Alternatively (suggested in the livestream chat), note that the integers are all positive, so in each term on the left, \(A\) and \(B\) have each been applied at least once, so the coefficient of \(x\) must be a multiple of \(6\). But \(214\) isn't a multiple of six. So no solutions.

Reflection

For the probability questions in the warm-up, there are at least two ways to think about the problem; we can think about a series of events happening one after another, or we can think about the possibilities for the end result of the whole process.

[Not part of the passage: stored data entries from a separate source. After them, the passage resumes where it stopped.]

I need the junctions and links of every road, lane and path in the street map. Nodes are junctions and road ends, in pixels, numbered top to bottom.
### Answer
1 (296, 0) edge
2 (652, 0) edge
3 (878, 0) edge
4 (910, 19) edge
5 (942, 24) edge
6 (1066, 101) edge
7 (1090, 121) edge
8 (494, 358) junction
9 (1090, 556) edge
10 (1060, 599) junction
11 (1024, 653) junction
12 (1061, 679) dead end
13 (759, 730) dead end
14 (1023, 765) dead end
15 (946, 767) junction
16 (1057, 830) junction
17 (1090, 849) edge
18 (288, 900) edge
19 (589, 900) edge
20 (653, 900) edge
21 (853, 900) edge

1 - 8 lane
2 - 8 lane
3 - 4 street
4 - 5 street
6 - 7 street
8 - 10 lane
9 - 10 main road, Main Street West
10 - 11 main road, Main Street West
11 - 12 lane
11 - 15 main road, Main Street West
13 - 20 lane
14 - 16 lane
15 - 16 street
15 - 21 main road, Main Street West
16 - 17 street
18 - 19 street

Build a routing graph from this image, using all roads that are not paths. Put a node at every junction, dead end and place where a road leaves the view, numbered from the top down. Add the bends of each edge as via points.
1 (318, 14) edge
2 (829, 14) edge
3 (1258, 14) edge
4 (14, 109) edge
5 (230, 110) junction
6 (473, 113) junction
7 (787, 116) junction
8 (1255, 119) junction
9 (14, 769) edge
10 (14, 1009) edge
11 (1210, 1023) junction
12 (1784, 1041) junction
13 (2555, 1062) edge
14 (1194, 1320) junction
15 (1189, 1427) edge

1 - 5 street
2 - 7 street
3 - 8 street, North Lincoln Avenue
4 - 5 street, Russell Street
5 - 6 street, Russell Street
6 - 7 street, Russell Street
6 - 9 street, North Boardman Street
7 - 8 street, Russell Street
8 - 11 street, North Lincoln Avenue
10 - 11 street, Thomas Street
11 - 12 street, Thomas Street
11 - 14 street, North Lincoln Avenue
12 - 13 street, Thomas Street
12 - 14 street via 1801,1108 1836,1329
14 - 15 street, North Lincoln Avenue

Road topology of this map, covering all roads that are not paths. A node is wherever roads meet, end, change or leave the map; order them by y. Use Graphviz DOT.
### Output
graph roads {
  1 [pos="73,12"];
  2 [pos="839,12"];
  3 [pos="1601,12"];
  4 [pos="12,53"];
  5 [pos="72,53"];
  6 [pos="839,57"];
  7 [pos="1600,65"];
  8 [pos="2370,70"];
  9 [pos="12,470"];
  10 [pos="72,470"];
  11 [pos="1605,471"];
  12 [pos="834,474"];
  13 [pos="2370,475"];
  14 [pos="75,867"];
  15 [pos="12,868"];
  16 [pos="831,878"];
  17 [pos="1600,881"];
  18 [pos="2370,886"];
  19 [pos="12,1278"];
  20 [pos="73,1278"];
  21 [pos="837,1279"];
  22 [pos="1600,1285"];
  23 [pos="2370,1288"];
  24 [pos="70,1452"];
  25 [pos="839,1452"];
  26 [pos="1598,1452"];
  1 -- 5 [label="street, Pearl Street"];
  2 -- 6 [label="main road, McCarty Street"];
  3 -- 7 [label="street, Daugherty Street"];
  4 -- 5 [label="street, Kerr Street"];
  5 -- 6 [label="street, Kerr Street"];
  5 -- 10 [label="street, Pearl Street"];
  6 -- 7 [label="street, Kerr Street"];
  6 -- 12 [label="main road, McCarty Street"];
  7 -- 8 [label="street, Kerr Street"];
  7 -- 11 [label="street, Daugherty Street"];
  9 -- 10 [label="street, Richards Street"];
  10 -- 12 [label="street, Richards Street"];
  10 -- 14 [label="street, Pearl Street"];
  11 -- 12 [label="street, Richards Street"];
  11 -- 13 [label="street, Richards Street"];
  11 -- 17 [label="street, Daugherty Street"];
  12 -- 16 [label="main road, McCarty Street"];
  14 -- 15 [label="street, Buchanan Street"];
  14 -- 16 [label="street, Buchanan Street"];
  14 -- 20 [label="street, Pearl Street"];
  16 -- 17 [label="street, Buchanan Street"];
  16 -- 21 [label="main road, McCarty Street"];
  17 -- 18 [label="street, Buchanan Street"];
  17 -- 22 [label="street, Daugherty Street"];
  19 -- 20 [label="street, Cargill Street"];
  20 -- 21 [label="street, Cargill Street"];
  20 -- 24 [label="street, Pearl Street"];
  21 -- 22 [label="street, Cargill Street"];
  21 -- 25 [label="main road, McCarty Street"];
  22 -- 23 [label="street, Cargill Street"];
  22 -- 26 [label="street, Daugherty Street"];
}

When solving simultaneous equations, it's important not to substitute an equation into itself, or you'll probably get something that rearranges to \(0=0\). When I'm working on paper I like to keep track of which equations I've used, so that I can make sure that I don't use the same equation twice (or said differently, so that I can make sure that I use all the equations I've been given).
In the long question above, there is no specific part of the question that tells us to prove that the constant term is one less than the coefficient of \(x\) for any function made by applying \(A\)'s and \(B\)'s, but the whole question got easier for me once I'd spotted that. We could perhaps have noticed that \(A(-1)=-1\) and \(B(-1)=-1\). So the number \(-1\) is a fixed point of these functions, and any combination of them will also have \(F(-1)=-1\).